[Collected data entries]
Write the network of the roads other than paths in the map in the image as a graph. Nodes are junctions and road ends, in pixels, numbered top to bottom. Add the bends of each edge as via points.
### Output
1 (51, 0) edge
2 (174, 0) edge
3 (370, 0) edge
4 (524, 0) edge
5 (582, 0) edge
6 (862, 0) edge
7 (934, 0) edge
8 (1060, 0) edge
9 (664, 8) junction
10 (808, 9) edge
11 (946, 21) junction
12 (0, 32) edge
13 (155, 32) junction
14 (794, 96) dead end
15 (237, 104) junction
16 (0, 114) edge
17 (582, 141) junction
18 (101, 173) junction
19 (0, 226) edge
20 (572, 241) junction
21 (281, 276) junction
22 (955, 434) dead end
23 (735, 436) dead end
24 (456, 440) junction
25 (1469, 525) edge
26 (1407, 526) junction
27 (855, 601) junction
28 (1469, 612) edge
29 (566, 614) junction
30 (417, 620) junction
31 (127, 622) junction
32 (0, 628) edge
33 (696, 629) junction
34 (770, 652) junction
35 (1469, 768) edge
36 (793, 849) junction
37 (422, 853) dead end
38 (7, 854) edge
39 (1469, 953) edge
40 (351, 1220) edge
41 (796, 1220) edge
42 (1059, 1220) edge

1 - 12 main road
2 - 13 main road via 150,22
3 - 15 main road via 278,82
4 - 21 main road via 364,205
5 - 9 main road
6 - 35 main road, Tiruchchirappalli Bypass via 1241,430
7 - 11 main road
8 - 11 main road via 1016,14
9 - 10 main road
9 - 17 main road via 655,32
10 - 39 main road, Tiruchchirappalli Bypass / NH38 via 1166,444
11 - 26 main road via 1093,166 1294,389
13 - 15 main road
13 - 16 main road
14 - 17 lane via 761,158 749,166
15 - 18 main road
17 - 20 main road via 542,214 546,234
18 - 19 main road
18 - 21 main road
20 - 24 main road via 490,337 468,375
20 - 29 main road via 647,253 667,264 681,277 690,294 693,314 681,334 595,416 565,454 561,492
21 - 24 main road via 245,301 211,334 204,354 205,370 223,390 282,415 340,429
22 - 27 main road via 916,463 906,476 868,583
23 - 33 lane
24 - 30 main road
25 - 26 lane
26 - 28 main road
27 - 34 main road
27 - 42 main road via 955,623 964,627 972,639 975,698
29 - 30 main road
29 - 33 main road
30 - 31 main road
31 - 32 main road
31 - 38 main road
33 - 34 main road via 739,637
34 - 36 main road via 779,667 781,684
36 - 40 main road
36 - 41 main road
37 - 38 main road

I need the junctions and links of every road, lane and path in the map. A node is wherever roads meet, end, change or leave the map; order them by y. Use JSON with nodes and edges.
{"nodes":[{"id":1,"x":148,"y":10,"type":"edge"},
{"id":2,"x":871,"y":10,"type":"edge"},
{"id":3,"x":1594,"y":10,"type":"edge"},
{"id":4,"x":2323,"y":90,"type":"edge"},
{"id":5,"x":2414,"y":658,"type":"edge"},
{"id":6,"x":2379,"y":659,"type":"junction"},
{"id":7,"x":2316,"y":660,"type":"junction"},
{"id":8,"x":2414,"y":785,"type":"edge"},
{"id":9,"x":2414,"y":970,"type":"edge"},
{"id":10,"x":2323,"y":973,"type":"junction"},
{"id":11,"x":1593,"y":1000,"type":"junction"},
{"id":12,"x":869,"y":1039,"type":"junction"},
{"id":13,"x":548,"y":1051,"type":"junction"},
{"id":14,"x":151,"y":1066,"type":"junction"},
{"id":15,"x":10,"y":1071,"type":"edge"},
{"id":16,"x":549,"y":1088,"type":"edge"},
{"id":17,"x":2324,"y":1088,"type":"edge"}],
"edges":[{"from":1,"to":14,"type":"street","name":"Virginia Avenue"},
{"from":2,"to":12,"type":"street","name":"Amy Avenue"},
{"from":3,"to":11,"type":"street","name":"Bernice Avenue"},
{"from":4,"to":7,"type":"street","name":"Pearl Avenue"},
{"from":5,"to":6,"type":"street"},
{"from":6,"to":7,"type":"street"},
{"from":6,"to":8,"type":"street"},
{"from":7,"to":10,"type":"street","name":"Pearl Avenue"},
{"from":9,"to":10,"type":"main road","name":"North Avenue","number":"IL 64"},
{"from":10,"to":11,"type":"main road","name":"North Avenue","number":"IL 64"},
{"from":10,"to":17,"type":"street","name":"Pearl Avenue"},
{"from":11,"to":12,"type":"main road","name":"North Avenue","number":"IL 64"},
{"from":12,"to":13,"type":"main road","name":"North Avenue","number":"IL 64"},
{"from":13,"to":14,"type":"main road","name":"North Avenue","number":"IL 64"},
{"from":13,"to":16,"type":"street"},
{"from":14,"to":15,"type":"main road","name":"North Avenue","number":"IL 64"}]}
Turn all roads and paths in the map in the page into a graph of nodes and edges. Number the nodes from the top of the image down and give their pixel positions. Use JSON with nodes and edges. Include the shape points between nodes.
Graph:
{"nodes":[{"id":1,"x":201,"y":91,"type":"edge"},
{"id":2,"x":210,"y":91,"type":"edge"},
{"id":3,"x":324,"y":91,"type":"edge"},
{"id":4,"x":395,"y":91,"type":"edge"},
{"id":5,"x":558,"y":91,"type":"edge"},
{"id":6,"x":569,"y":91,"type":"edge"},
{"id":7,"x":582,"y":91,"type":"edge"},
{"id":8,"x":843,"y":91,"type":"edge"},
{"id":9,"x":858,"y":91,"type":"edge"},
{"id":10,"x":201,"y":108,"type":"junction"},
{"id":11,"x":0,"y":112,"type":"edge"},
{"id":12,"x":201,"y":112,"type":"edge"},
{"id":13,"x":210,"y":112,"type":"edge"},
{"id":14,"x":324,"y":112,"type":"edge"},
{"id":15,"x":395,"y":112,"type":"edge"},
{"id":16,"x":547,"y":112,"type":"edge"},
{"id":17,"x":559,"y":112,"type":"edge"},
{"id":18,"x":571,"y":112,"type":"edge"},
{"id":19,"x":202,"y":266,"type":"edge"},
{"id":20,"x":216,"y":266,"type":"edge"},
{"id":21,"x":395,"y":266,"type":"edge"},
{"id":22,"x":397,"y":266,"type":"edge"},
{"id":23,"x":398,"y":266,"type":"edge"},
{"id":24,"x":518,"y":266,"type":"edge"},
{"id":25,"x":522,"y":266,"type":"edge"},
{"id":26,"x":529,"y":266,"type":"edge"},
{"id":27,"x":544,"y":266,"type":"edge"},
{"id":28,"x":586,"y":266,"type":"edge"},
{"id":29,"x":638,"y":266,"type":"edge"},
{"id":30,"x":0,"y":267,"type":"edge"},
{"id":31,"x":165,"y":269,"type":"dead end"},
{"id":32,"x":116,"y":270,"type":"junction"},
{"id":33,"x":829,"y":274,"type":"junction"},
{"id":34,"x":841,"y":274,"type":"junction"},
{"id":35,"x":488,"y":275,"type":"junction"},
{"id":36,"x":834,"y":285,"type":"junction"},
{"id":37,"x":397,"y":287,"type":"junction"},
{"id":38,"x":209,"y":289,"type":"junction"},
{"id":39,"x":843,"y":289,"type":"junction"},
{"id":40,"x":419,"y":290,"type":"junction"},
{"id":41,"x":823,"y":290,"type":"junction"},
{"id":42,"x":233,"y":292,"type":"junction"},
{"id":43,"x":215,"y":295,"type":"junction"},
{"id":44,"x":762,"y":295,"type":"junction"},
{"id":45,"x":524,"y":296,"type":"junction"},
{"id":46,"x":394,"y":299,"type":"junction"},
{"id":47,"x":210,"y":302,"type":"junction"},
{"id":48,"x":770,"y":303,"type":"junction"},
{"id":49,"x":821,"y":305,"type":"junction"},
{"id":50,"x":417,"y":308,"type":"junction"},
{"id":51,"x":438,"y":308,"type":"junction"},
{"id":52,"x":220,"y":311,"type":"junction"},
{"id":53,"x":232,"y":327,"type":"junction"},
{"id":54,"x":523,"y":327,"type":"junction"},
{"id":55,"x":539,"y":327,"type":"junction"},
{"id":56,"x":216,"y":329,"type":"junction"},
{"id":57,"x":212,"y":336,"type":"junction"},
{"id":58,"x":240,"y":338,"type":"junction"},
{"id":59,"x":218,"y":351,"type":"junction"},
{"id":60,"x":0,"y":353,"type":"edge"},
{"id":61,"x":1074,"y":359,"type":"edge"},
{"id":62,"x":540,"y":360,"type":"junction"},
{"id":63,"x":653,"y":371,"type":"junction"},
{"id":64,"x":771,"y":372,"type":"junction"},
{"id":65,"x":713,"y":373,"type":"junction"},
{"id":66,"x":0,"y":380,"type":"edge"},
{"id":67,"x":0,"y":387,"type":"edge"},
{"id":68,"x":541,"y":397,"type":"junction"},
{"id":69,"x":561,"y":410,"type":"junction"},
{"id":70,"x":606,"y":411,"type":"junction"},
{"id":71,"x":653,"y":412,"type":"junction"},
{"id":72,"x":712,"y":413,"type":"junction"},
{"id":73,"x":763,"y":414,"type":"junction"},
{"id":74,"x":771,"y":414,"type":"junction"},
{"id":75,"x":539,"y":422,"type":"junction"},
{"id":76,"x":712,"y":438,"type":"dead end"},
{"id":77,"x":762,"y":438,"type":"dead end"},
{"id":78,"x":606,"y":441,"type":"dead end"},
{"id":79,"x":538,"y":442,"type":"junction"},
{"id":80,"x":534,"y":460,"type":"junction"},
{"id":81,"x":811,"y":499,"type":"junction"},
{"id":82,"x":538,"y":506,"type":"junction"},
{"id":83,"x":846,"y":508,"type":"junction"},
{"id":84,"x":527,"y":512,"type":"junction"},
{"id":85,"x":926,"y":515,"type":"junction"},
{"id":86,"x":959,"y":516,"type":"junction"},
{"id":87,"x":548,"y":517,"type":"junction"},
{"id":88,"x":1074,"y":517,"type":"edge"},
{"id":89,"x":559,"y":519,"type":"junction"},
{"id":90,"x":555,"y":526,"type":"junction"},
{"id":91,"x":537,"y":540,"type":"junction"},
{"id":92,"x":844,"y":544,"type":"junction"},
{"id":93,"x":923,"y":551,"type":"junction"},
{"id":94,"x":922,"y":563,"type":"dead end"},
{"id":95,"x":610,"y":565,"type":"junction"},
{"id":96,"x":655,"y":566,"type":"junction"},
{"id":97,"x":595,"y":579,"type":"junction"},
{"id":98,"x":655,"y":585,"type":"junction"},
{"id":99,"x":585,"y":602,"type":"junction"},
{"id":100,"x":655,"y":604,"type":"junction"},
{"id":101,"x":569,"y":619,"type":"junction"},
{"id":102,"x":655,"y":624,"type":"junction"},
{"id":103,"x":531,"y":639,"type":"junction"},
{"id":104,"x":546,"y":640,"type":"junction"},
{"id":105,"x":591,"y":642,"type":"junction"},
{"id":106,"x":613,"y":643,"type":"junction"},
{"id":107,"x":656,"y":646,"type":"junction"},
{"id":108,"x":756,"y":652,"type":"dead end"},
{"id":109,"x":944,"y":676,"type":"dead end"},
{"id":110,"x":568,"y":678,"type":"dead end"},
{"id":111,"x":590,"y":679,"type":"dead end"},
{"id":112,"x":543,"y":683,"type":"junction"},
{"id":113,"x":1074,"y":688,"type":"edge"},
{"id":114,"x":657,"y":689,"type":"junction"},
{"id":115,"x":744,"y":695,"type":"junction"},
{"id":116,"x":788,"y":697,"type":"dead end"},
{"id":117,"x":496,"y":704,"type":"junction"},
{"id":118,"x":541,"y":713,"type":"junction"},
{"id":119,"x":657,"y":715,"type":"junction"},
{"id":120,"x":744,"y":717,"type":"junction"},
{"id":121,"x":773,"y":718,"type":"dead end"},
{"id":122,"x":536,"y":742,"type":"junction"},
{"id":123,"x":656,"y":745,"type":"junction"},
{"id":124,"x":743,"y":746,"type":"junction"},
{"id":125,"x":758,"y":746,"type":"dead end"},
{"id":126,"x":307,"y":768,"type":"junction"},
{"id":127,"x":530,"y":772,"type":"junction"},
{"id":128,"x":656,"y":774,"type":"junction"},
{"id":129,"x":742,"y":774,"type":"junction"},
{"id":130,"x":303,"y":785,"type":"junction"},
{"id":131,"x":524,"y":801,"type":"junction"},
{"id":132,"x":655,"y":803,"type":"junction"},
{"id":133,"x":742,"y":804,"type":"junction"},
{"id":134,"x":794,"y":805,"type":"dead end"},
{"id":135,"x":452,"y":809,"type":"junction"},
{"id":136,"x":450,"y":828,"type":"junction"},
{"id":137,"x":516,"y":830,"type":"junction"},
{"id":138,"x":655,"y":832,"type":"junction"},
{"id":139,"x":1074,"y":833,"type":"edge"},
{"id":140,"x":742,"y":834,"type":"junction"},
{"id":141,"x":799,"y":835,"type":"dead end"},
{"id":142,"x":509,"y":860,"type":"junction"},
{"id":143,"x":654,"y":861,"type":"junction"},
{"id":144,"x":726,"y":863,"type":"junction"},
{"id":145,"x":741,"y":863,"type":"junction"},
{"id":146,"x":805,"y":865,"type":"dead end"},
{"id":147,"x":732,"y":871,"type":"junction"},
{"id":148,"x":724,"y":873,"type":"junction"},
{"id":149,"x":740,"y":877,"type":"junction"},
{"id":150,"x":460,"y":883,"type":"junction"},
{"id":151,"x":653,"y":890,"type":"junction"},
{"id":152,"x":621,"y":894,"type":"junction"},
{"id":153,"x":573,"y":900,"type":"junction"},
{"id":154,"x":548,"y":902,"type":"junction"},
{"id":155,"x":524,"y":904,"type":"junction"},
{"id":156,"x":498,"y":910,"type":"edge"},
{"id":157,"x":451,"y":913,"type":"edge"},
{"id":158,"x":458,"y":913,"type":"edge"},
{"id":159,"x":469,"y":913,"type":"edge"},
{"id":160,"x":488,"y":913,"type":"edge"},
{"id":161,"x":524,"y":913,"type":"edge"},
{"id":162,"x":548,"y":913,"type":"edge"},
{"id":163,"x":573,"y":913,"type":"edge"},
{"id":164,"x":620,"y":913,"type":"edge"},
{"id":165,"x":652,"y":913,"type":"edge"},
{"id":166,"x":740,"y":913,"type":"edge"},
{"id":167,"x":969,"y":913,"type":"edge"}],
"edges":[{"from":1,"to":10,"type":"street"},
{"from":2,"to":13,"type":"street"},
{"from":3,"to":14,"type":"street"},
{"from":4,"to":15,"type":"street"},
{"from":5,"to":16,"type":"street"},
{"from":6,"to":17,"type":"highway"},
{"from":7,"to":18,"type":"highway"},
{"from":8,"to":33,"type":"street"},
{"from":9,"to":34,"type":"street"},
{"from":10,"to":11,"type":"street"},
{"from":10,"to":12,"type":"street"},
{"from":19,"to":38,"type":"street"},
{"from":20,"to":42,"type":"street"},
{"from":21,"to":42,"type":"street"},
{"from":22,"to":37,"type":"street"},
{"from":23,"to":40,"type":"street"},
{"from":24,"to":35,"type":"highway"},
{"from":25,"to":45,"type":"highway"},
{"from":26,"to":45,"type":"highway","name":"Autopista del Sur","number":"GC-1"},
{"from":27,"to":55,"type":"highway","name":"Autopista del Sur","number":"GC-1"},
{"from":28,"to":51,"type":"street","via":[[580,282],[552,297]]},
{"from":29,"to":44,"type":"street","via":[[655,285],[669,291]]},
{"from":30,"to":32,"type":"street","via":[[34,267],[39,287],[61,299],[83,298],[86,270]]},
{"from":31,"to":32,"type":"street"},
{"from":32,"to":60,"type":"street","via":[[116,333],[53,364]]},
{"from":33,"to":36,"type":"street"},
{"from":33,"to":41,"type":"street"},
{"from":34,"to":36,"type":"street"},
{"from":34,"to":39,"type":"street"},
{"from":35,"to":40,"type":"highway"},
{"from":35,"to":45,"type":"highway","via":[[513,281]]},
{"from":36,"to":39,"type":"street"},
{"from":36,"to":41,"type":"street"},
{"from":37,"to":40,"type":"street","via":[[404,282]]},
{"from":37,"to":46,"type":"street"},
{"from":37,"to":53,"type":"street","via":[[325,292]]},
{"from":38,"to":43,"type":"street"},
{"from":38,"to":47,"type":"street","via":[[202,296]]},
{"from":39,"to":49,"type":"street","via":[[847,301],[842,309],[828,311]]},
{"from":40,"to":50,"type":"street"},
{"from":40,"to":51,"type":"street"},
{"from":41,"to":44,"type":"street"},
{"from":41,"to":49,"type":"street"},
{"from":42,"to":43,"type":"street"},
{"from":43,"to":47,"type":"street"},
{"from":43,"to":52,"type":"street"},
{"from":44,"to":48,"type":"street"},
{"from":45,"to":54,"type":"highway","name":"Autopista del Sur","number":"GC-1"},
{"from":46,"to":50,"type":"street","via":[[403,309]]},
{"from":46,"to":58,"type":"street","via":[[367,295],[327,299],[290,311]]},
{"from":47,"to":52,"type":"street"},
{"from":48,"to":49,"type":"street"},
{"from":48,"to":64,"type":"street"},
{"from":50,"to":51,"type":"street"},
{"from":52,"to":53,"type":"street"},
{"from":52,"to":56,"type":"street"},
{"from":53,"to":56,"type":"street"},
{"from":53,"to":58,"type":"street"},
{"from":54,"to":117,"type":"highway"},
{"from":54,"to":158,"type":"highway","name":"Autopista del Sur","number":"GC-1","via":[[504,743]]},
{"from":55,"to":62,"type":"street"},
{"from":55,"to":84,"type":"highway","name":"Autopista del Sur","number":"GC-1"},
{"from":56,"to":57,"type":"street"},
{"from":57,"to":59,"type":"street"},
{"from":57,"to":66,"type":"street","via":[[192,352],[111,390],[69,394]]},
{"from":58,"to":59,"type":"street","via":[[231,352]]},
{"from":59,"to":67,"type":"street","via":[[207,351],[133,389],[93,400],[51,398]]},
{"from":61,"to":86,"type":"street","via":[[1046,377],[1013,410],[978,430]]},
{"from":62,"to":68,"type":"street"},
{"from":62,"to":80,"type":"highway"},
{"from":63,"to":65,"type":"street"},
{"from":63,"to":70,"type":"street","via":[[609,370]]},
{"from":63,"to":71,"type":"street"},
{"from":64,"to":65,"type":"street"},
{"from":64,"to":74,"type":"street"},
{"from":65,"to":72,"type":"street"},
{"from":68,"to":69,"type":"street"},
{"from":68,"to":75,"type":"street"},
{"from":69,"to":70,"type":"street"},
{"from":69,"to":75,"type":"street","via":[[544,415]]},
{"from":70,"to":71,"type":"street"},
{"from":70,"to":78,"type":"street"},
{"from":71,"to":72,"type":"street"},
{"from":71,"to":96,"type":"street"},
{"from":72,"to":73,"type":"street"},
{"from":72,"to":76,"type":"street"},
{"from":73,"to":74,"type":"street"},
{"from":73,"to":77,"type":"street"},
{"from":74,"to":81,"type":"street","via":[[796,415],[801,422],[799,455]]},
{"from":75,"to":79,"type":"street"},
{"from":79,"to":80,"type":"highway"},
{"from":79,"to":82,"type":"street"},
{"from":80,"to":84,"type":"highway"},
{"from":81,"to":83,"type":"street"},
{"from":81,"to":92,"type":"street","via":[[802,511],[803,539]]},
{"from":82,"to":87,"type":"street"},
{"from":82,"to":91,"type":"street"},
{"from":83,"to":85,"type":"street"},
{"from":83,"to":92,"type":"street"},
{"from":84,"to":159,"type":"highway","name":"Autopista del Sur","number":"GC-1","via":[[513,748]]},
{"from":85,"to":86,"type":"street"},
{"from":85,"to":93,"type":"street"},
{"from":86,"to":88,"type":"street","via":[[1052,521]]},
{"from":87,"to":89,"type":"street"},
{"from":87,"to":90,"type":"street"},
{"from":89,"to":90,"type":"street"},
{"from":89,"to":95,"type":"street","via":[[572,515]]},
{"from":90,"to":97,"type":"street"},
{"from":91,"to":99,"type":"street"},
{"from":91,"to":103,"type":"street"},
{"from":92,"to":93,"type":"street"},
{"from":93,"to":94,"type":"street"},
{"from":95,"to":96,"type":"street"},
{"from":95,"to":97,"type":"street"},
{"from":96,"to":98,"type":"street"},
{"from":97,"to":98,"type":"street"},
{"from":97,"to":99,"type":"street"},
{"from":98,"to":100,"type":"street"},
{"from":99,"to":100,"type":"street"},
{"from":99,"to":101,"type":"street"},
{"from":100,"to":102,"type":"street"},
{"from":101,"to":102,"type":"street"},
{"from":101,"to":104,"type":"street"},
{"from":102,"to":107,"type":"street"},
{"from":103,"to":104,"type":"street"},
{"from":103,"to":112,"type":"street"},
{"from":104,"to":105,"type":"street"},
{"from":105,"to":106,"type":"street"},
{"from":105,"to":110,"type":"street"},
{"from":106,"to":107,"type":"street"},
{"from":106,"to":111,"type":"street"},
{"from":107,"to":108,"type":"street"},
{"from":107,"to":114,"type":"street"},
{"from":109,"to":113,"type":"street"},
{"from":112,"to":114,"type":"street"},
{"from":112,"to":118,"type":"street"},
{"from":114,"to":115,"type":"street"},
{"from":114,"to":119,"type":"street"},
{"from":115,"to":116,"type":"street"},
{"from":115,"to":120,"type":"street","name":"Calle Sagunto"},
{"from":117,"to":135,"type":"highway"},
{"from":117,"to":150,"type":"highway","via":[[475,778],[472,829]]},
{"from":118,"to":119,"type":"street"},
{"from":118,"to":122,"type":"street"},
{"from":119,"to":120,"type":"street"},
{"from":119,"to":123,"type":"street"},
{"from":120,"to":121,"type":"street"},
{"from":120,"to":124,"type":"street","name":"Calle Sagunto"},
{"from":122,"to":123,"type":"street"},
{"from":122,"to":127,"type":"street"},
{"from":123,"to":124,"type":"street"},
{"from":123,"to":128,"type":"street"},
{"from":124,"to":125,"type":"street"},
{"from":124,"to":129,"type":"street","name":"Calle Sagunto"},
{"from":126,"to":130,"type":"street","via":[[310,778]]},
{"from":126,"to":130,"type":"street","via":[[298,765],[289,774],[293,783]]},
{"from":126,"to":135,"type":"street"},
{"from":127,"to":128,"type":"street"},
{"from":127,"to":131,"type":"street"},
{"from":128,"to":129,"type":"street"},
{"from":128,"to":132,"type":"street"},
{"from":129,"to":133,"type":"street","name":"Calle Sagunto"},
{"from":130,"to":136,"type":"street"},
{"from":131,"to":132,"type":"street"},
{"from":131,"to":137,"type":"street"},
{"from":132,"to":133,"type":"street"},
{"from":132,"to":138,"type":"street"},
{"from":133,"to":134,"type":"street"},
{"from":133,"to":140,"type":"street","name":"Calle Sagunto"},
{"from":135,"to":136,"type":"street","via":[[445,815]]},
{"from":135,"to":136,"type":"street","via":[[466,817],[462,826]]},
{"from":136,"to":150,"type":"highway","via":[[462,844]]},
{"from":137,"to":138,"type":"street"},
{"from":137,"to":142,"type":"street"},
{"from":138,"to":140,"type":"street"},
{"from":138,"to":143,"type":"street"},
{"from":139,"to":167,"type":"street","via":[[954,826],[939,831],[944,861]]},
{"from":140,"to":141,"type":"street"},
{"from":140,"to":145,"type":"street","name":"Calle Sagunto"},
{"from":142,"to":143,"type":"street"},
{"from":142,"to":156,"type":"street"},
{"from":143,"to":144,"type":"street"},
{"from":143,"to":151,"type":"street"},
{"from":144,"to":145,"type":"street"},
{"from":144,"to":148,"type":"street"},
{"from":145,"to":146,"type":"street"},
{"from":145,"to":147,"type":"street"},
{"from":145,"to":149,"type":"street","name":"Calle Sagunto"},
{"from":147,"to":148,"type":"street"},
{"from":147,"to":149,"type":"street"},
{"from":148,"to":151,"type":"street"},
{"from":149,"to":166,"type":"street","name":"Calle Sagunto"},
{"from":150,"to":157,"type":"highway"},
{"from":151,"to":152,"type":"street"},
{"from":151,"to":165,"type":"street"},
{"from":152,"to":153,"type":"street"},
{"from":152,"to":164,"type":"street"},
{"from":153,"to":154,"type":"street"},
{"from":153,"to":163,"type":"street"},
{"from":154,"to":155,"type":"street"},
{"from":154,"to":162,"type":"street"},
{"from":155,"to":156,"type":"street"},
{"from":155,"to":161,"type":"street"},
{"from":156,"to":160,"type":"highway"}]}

TASK DETAILS: For every line above with the word "Calle" in it, make a copy.

REPLY TO THE TASK:
{"from":115,"to":120,"type":"street","name":"Calle Sagunto"},
{"from":120,"to":124,"type":"street","name":"Calle Sagunto"},
{"from":124,"to":129,"type":"street","name":"Calle Sagunto"},
{"from":129,"to":133,"type":"street","name":"Calle Sagunto"},
{"from":133,"to":140,"type":"street","name":"Calle Sagunto"},
{"from":140,"to":145,"type":"street","name":"Calle Sagunto"},
{"from":145,"to":149,"type":"street","name":"Calle Sagunto"},
{"from":149,"to":166,"type":"street","name":"Calle Sagunto"},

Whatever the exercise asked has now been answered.